╭──
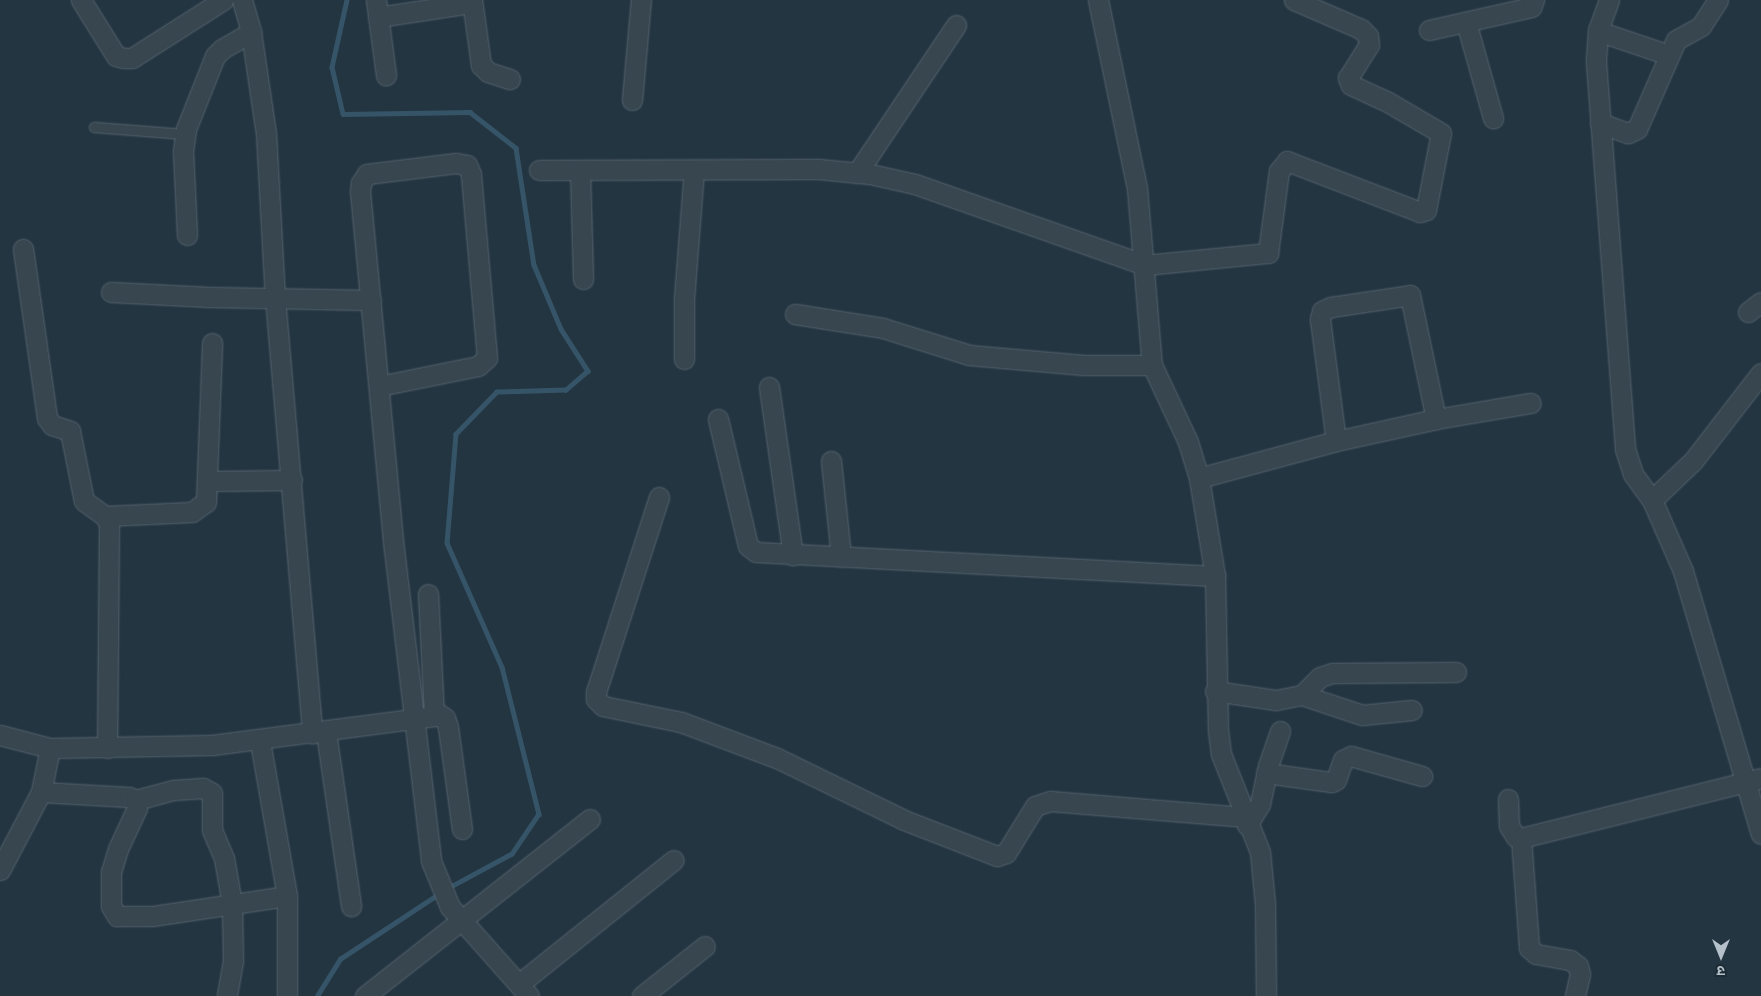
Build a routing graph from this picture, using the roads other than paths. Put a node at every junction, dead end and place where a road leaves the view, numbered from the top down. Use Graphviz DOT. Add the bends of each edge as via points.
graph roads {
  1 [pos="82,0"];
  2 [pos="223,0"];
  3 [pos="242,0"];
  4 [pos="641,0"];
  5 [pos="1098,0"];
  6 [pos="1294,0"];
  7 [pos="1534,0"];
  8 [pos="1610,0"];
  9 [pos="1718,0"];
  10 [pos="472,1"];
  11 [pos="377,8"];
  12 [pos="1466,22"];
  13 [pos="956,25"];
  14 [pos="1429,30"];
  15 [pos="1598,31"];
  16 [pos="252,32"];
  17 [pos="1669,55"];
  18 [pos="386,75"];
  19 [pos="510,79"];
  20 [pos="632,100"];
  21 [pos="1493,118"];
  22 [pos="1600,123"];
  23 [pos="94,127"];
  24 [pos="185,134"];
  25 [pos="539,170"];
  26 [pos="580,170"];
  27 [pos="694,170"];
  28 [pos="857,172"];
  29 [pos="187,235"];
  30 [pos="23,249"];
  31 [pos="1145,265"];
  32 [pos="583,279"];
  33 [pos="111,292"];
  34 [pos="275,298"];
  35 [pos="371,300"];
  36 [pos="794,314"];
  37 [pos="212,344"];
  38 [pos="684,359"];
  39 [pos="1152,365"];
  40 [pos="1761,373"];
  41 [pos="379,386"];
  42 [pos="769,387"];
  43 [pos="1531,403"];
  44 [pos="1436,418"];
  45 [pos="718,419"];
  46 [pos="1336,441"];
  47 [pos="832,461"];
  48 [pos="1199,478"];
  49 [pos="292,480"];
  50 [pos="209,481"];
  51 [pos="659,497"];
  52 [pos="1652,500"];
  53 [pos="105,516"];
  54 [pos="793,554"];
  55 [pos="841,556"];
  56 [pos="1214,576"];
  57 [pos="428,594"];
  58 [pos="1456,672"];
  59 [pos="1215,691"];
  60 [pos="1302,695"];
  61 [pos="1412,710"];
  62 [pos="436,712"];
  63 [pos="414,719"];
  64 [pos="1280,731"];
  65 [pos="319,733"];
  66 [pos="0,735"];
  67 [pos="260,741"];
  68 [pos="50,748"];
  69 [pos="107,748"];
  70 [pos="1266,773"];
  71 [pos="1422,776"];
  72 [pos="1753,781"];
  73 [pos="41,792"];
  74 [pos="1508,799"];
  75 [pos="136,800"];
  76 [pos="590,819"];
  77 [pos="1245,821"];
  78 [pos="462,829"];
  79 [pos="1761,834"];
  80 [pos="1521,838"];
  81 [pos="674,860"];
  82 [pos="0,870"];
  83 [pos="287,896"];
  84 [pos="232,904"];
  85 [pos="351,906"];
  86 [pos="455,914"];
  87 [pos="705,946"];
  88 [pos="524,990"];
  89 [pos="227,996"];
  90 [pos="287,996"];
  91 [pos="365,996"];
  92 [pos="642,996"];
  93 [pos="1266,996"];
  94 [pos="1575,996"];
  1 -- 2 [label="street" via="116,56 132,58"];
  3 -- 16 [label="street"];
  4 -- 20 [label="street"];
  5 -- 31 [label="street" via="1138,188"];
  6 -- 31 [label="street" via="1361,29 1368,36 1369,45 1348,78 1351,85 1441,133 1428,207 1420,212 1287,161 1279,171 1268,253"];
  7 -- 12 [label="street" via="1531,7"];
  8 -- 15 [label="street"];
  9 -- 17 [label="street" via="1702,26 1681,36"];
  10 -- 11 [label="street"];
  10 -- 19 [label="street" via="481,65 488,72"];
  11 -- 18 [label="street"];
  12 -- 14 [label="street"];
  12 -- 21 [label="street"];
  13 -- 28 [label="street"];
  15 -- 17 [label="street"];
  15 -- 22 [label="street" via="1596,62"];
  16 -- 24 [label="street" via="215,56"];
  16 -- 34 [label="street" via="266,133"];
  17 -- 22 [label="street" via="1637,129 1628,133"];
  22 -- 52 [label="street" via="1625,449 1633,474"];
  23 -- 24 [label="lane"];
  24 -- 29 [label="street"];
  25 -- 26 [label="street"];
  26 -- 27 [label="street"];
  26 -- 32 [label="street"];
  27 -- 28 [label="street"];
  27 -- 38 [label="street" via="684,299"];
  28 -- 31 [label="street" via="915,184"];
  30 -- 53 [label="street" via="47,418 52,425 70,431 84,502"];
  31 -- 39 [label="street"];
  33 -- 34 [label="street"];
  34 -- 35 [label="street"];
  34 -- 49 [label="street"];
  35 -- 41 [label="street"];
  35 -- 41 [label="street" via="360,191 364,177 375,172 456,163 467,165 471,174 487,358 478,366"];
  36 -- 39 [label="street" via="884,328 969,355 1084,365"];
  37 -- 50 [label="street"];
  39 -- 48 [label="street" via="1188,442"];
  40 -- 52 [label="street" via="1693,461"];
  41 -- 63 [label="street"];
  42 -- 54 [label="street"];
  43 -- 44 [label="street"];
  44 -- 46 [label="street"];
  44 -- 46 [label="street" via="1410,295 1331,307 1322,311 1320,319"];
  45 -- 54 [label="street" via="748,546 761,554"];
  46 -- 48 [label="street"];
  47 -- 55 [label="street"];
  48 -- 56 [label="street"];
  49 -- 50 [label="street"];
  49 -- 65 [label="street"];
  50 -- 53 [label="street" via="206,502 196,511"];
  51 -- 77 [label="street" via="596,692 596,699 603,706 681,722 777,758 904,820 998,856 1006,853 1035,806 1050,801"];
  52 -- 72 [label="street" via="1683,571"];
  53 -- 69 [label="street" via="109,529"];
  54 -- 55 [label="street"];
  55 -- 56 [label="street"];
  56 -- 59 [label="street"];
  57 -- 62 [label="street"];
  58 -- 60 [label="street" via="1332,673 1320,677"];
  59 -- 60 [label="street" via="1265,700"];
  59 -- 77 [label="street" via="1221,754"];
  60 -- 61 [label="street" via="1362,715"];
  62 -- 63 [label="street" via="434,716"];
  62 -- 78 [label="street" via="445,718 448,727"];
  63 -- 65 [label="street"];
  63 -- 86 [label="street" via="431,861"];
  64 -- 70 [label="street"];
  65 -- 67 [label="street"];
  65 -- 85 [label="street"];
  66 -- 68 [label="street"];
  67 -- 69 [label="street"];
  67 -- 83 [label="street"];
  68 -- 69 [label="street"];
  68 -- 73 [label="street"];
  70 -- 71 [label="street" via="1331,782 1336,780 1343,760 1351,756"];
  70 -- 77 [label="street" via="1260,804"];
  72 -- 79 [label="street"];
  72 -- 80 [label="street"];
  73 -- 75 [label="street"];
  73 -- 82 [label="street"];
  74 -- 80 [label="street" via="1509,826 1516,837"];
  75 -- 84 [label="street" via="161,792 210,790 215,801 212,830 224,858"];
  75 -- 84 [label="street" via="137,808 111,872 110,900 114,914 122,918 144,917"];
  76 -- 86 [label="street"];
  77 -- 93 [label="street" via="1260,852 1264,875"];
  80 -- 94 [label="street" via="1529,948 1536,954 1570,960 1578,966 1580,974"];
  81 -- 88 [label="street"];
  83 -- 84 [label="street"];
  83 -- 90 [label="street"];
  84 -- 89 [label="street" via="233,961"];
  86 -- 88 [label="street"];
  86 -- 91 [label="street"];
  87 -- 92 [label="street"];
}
╰──
- Prompt -
Reproduce every entry word for word, but skip any pictures.

- Answer section -
Build a routing graph from this picture, using the roads other than paths. Put a node at every junction, dead end and place where a road leaves the view, numbered from the top down. Use Graphviz DOT. Add the bends of each edge as via points.
graph roads {
  1 [pos="82,0"];
  2 [pos="223,0"];
  3 [pos="242,0"];
  4 [pos="641,0"];
  5 [pos="1098,0"];
  6 [pos="1294,0"];
  7 [pos="1534,0"];
  8 [pos="1610,0"];
  9 [pos="1718,0"];
  10 [pos="472,1"];
  11 [pos="377,8"];
  12 [pos="1466,22"];
  13 [pos="956,25"];
  14 [pos="1429,30"];
  15 [pos="1598,31"];
  16 [pos="252,32"];
  17 [pos="1669,55"];
  18 [pos="386,75"];
  19 [pos="510,79"];
  20 [pos="632,100"];
  21 [pos="1493,118"];
  22 [pos="1600,123"];
  23 [pos="94,127"];
  24 [pos="185,134"];
  25 [pos="539,170"];
  26 [pos="580,170"];
  27 [pos="694,170"];
  28 [pos="857,172"];
  29 [pos="187,235"];
  30 [pos="23,249"];
  31 [pos="1145,265"];
  32 [pos="583,279"];
  33 [pos="111,292"];
  34 [pos="275,298"];
  35 [pos="371,300"];
  36 [pos="794,314"];
  37 [pos="212,344"];
  38 [pos="684,359"];
  39 [pos="1152,365"];
  40 [pos="1761,373"];
  41 [pos="379,386"];
  42 [pos="769,387"];
  43 [pos="1531,403"];
  44 [pos="1436,418"];
  45 [pos="718,419"];
  46 [pos="1336,441"];
  47 [pos="832,461"];
  48 [pos="1199,478"];
  49 [pos="292,480"];
  50 [pos="209,481"];
  51 [pos="659,497"];
  52 [pos="1652,500"];
  53 [pos="105,516"];
  54 [pos="793,554"];
  55 [pos="841,556"];
  56 [pos="1214,576"];
  57 [pos="428,594"];
  58 [pos="1456,672"];
  59 [pos="1215,691"];
  60 [pos="1302,695"];
  61 [pos="1412,710"];
  62 [pos="436,712"];
  63 [pos="414,719"];
  64 [pos="1280,731"];
  65 [pos="319,733"];
  66 [pos="0,735"];
  67 [pos="260,741"];
  68 [pos="50,748"];
  69 [pos="107,748"];
  70 [pos="1266,773"];
  71 [pos="1422,776"];
  72 [pos="1753,781"];
  73 [pos="41,792"];
  74 [pos="1508,799"];
  75 [pos="136,800"];
  76 [pos="590,819"];
  77 [pos="1245,821"];
  78 [pos="462,829"];
  79 [pos="1761,834"];
  80 [pos="1521,838"];
  81 [pos="674,860"];
  82 [pos="0,870"];
  83 [pos="287,896"];
  84 [pos="232,904"];
  85 [pos="351,906"];
  86 [pos="455,914"];
  87 [pos="705,946"];
  88 [pos="524,990"];
  89 [pos="227,996"];
  90 [pos="287,996"];
  91 [pos="365,996"];
  92 [pos="642,996"];
  93 [pos="1266,996"];
  94 [pos="1575,996"];
  1 -- 2 [label="street" via="116,56 132,58"];
  3 -- 16 [label="street"];
  4 -- 20 [label="street"];
  5 -- 31 [label="street" via="1138,188"];
  6 -- 31 [label="street" via="1361,29 1368,36 1369,45 1348,78 1351,85 1441,133 1428,207 1420,212 1287,161 1279,171 1268,253"];
  7 -- 12 [label="street" via="1531,7"];
  8 -- 15 [label="street"];
  9 -- 17 [label="street" via="1702,26 1681,36"];
  10 -- 11 [label="street"];
  10 -- 19 [label="street" via="481,65 488,72"];
  11 -- 18 [label="street"];
  12 -- 14 [label="street"];
  12 -- 21 [label="street"];
  13 -- 28 [label="street"];
  15 -- 17 [label="street"];
  15 -- 22 [label="street" via="1596,62"];
  16 -- 24 [label="street" via="215,56"];
  16 -- 34 [label="street" via="266,133"];
  17 -- 22 [label="street" via="1637,129 1628,133"];
  22 -- 52 [label="street" via="1625,449 1633,474"];
  23 -- 24 [label="lane"];
  24 -- 29 [label="street"];
  25 -- 26 [label="street"];
  26 -- 27 [label="street"];
  26 -- 32 [label="street"];
  27 -- 28 [label="street"];
  27 -- 38 [label="street" via="684,299"];
  28 -- 31 [label="street" via="915,184"];
  30 -- 53 [label="street" via="47,418 52,425 70,431 84,502"];
  31 -- 39 [label="street"];
  33 -- 34 [label="street"];
  34 -- 35 [label="street"];
  34 -- 49 [label="street"];
  35 -- 41 [label="street"];
  35 -- 41 [label="street" via="360,191 364,177 375,172 456,163 467,165 471,174 487,358 478,366"];
  36 -- 39 [label="street" via="884,328 969,355 1084,365"];
  37 -- 50 [label="street"];
  39 -- 48 [label="street" via="1188,442"];
  40 -- 52 [label="street" via="1693,461"];
  41 -- 63 [label="street"];
  42 -- 54 [label="street"];
  43 -- 44 [label="street"];
  44 -- 46 [label="street"];
  44 -- 46 [label="street" via="1410,295 1331,307 1322,311 1320,319"];
  45 -- 54 [label="street" via="748,546 761,554"];
  46 -- 48 [label="street"];
  47 -- 55 [label="street"];
  48 -- 56 [label="street"];
  49 -- 50 [label="street"];
  49 -- 65 [label="street"];
  50 -- 53 [label="street" via="206,502 196,511"];
  51 -- 77 [label="street" via="596,692 596,699 603,706 681,722 777,758 904,820 998,856 1006,853 1035,806 1050,801"];
  52 -- 72 [label="street" via="1683,571"];
  53 -- 69 [label="street" via="109,529"];
  54 -- 55 [label="street"];
  55 -- 56 [label="street"];
  56 -- 59 [label="street"];
  57 -- 62 [label="street"];
  58 -- 60 [label="street" via="1332,673 1320,677"];
  59 -- 60 [label="street" via="1265,700"];
  59 -- 77 [label="street" via="1221,754"];
  60 -- 61 [label="street" via="1362,715"];
  62 -- 63 [label="street" via="434,716"];
  62 -- 78 [label="street" via="445,718 448,727"];
  63 -- 65 [label="street"];
  63 -- 86 [label="street" via="431,861"];
  64 -- 70 [label="street"];
  65 -- 67 [label="street"];
  65 -- 85 [label="street"];
  66 -- 68 [label="street"];
  67 -- 69 [label="street"];
  67 -- 83 [label="street"];
  68 -- 69 [label="street"];
  68 -- 73 [label="street"];
  70 -- 71 [label="street" via="1331,782 1336,780 1343,760 1351,756"];
  70 -- 77 [label="street" via="1260,804"];
  72 -- 79 [label="street"];
  72 -- 80 [label="street"];
  73 -- 75 [label="street"];
  73 -- 82 [label="street"];
  74 -- 80 [label="street" via="1509,826 1516,837"];
  75 -- 84 [label="street" via="161,792 210,790 215,801 212,830 224,858"];
  75 -- 84 [label="street" via="137,808 111,872 110,900 114,914 122,918 144,917"];
  76 -- 86 [label="street"];
  77 -- 93 [label="street" via="1260,852 1264,875"];
  80 -- 94 [label="street" via="1529,948 1536,954 1570,960 1578,966 1580,974"];
  81 -- 88 [label="street"];
  83 -- 84 [label="street"];
  83 -- 90 [label="street"];
  84 -- 89 [label="street" via="233,961"];
  86 -- 88 [label="street"];
  86 -- 91 [label="street"];
  87 -- 92 [label="street"];
}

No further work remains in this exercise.